“What began as a sketch on a napkin has become an architectural icon and home for the performing arts in Kansas City. the building’s most distinctive features are the Muriel McBrien Kauffman Theatre, Helzberg Hall, Brandmeyer Great Hall, its acoustical design and accessibility. Each space contains dramatic eye- and ear- catching design that combines sophisticated aesthetics, acoustics and technology with the intimacy of a smaller space and the comforts of home.” Description of Kauffman Center.
Set on five acres of green surroundings, The Kauffman Center for the Performing Arts has a 180º view of the horizon. This, and the decision to construct two dedicated halls for symphony, ballet, opera and theatre, provided the inspiration for the design. To the north, one sees the drama of the downtown skyline with its grid of streets framing the property and the Kansas City Convention Center.
“I am a believer that the site of a project always holds the secret for its design concept,” said Moshe Safdie. “Walking around, I was compelled by the dramatic view to the south. Thus, I placed the two performance halls to face south, integrated and connected by a single great lobby—an expansive glazed porch contained by a glass tent-like structure. “
Each hall reads as a distinct volume; metaphorically evoking a musical instrument and visible through the glass shell. As the natural light changes, so does the building’s transparency, reflecting the structure’s surroundings and, at the same time, hinting at its interior. At night, the entire building becomes inverted, displaying all of its interior activities to the community outside.

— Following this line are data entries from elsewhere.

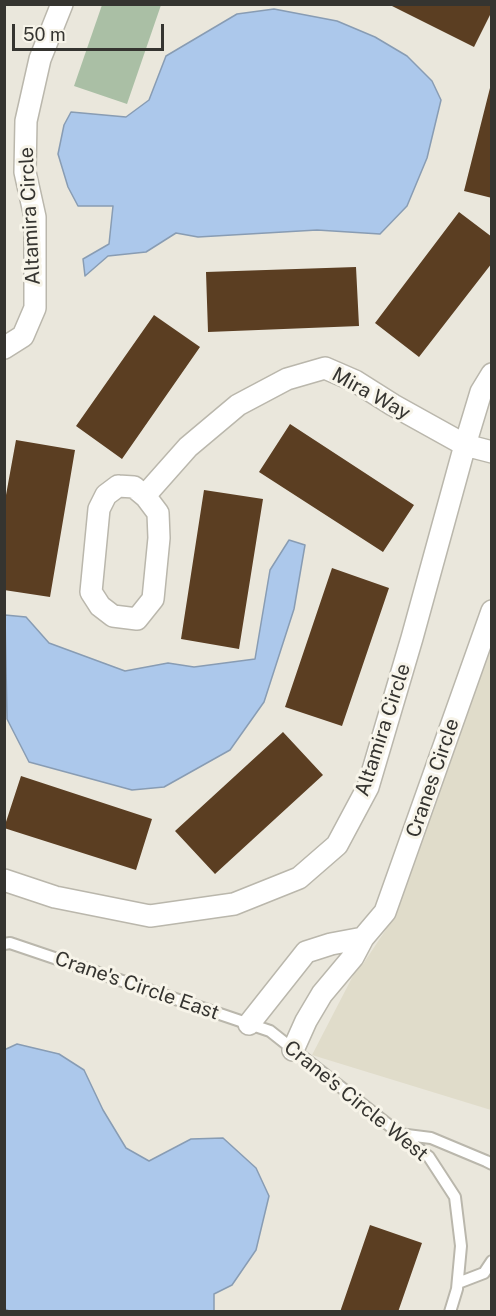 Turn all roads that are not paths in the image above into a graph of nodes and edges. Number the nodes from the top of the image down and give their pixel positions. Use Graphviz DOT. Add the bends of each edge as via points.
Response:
graph roads {
  1 [pos="62,4"];
  2 [pos="4,348"];
  3 [pos="492,374"];
  4 [pos="465,445"];
  5 [pos="492,452"];
  6 [pos="146,497"];
  7 [pos="491,613"];
  8 [pos="4,880"];
  9 [pos="363,938"];
  10 [pos="4,944"];
  11 [pos="249,1024"];
  12 [pos="270,1031"];
  13 [pos="293,1050"];
  14 [pos="399,1134"];
  15 [pos="492,1164"];
  16 [pos="492,1261"];
  17 [pos="458,1283"];
  18 [pos="450,1311"];
  1 -- 2 [label="street, Altamira Circle" via="40,59 26,121 25,172 35,217 35,308 23,336"];
  3 -- 4 [label="street, Altamira Circle" via="481,392"];
  4 -- 5 [label="street, Mira Way"];
  4 -- 6 [label="street, Mira Way" via="355,381 325,368 287,379 238,405 188,447"];
  4 -- 8 [label="street, Altamira Circle" via="368,787 337,845 299,878 234,904 150,916 55,897"];
  6 -- 6 [label="street" via="134,487 118,486 106,495 99,509 91,592 112,616 137,619 153,599 158,513"];
  7 -- 9 [label="street, Cranes Circle" via="385,912"];
  9 -- 11 [label="street" via="306,952"];
  9 -- 13 [label="street, Cranes Circle" via="353,957 322,994"];
  10 -- 11 [label="lane, Crane's Circle East"];
  11 -- 12 [label="lane, Crane's Circle East"];
  12 -- 13 [label="lane, Crane's Circle West"];
  13 -- 14 [label="lane, Crane's Circle West"];
  14 -- 15 [label="lane" via="431,1138"];
  14 -- 17 [label="lane, Crane's Circle West" via="429,1157 455,1197 461,1246"];
  16 -- 17 [label="lane" via="484,1273"];
  17 -- 18 [label="lane, Crane's Circle West"];
} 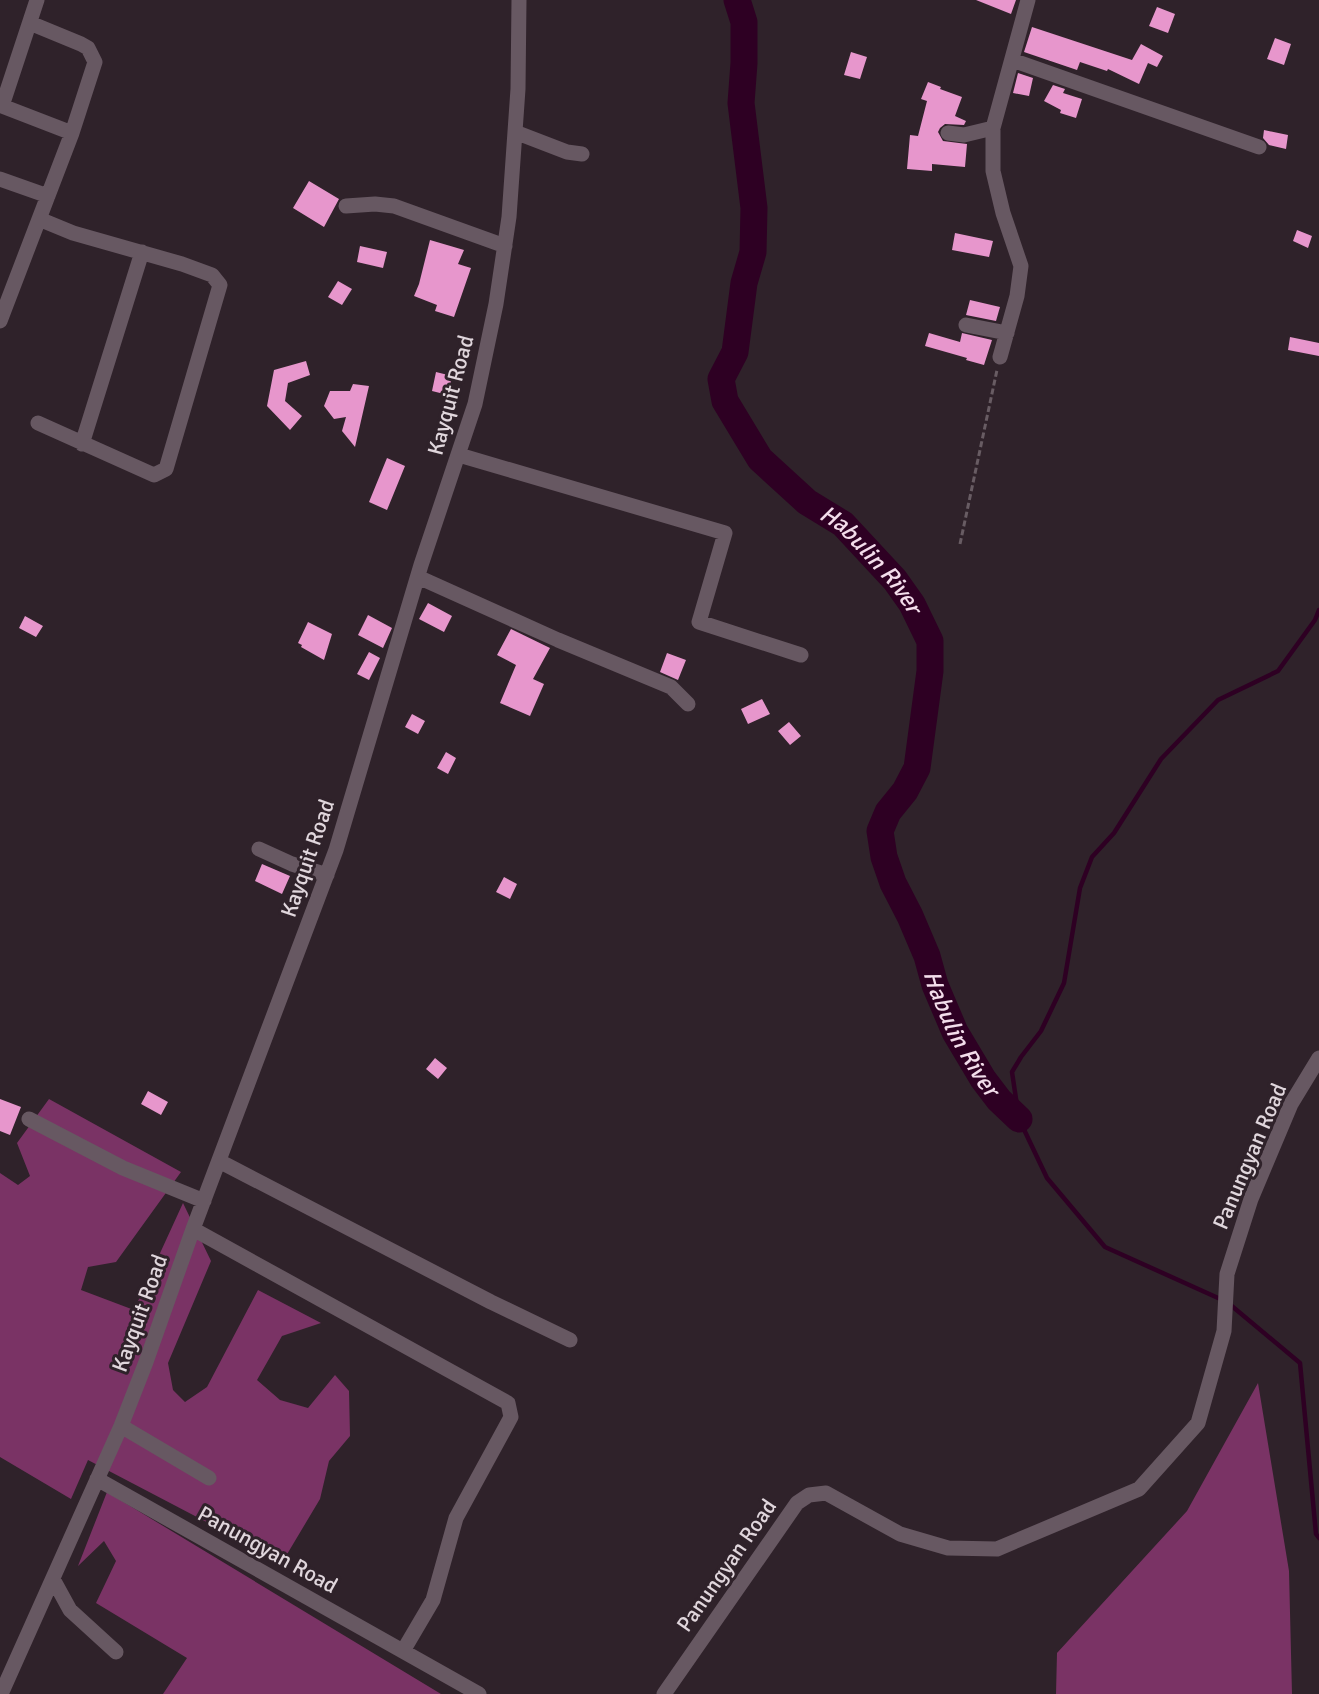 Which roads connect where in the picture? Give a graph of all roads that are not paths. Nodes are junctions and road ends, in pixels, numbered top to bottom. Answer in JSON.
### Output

The halls are served by a series of access balconies fronting on the great hall, forming two conical stacked rings of white plaster. The thousands of people mingling before and after performances and intermissions are theatrically visible to one another. Thus, the great hall with its surrounding balconies is a counterpoint to the theatres within; the theatre of the public realm, where the celebrating public are visible to the southern sweep of the city.
If the site generates the design of a complex as a whole, then the acoustic strategy is the generator of the design of Helzberg Hall. Working with Yasuhisa Toyota of Nagata Acoustics, a volumetric and geometric concept for the hall evolved. From the outset, Safadi Architects wanted a hall that was intimate and in which the public is engaged with the musicians in a feeling of embrace.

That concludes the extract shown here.